Matthew Mitnick is running for Seattle City Council District 4. (Photo courtesy of the campaign)

Tired of “wishy-washy” Seattle politics not getting things done, Mitnick’s youth-led campaign seeks to take on the political establishment.

When asked why he is running for a seat on the Seattle City Council, Matthew Mitnick, candidate in District 4, master’s student at the University of Washington Evans School of Public Policy, and co-chair of the Seattle Human Rights Commission, doesn’t mince words.

“The political establishment in Seattle, in my opinion, has catered to the interests of corporate businesses, wealthy landowners, and those who are in the political club, and not the actual people on the ground,” Mitnick said in an interview with The Urbanist.

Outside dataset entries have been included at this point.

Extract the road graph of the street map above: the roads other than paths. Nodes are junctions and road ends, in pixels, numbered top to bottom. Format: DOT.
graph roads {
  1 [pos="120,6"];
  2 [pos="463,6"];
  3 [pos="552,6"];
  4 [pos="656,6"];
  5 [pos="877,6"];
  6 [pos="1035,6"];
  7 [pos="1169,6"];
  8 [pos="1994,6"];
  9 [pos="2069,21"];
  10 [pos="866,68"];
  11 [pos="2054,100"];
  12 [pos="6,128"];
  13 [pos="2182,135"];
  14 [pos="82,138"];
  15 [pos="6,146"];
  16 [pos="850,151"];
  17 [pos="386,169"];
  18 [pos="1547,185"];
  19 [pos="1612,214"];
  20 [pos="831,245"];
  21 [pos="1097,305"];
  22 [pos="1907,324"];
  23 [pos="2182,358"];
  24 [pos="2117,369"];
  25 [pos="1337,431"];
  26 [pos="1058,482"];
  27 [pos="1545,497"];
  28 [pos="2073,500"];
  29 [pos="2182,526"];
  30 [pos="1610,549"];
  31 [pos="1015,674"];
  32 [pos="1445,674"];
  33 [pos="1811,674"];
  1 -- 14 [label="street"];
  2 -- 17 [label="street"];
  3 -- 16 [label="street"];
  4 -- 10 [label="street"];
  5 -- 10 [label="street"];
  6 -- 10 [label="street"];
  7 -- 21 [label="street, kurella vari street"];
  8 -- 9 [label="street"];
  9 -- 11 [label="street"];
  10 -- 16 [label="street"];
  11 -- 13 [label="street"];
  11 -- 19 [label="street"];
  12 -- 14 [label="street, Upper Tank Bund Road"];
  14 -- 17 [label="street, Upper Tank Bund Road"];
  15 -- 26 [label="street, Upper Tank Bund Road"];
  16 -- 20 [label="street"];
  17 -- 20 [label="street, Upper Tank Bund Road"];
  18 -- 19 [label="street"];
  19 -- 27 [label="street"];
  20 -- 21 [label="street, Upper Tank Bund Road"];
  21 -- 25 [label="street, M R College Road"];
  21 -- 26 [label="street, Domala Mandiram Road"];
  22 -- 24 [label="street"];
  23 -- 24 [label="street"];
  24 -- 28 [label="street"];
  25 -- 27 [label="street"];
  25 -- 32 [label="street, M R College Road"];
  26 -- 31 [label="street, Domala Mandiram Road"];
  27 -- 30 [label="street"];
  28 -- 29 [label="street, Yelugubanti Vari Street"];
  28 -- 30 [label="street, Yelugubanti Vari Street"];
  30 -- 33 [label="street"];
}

During our interview, I had the opportunity learn more about Mitnick’s motivation for running for elected office, positions on important issues, and the youth-led coalition that is powering his campaign. Read on to learn more about a campaign that seeks to shake up Seattle. (This interview has been edited for clarity and brevity.)

What motivated you to run for City Council?

It was a long process, honestly. Deciding to run was a little bit scary. But really it came as a result of just so many people. My colleagues and I have been organizing for the past few years here in the U District, and we tried to implement an unarmed alternative emergency response team in the U District, modeled after Eugene, Oregon’s CAHOOTS and the CARES program in Madison, Wisconsin, and STAR in Denver.  

And we just hit road blocks because there was no political will to actually get anything done. We also tried to implement a community land trust at the excess Sound Transit parcels. There’s the state law that allows for excess land to go towards affordable housing development, and [land trusts] can actually obtain the land for free, but it didn’t move forward.

All those projects were going on while at the same time, me being a renter and a worker and feeling like the city has not supported us in terms of policy, just a wide variety of factors. And lot of youth and students were thinking it would be really cool to run for one of the city council seats, put together a campaign. A lot of those young people asked me if I’d be willing to run, and I said, hell yes.

What do you want readers of The Urbanist to know about your campaign platform? 

Our platform is under four pillars: rent control, Green New Deal, workers’ rights to unionize, and community control over policing. And I’m happy to get more in depth in terms of the policy, but I’d say what stands out most with what we’re trying to push for and what we’re telling voters is that we are not controlled by corporate interest. We’re not controlled by a political establishment. We are here to enact policy for the people on the ground.

Can you talk a little bit more about being part of a movement? 

This campaign is a youth movement. We are a coalition of college students, high school students, young people, renters, and workers. We also have a lot of advisors who’ve lived in District 4 for 30 plus years. That’s something that I’ve really thought has been understated. It’s been cool to learn from people who’ve have been in this fight and are able to give their perspective, but us, as young people, we are acting with a sense of urgency.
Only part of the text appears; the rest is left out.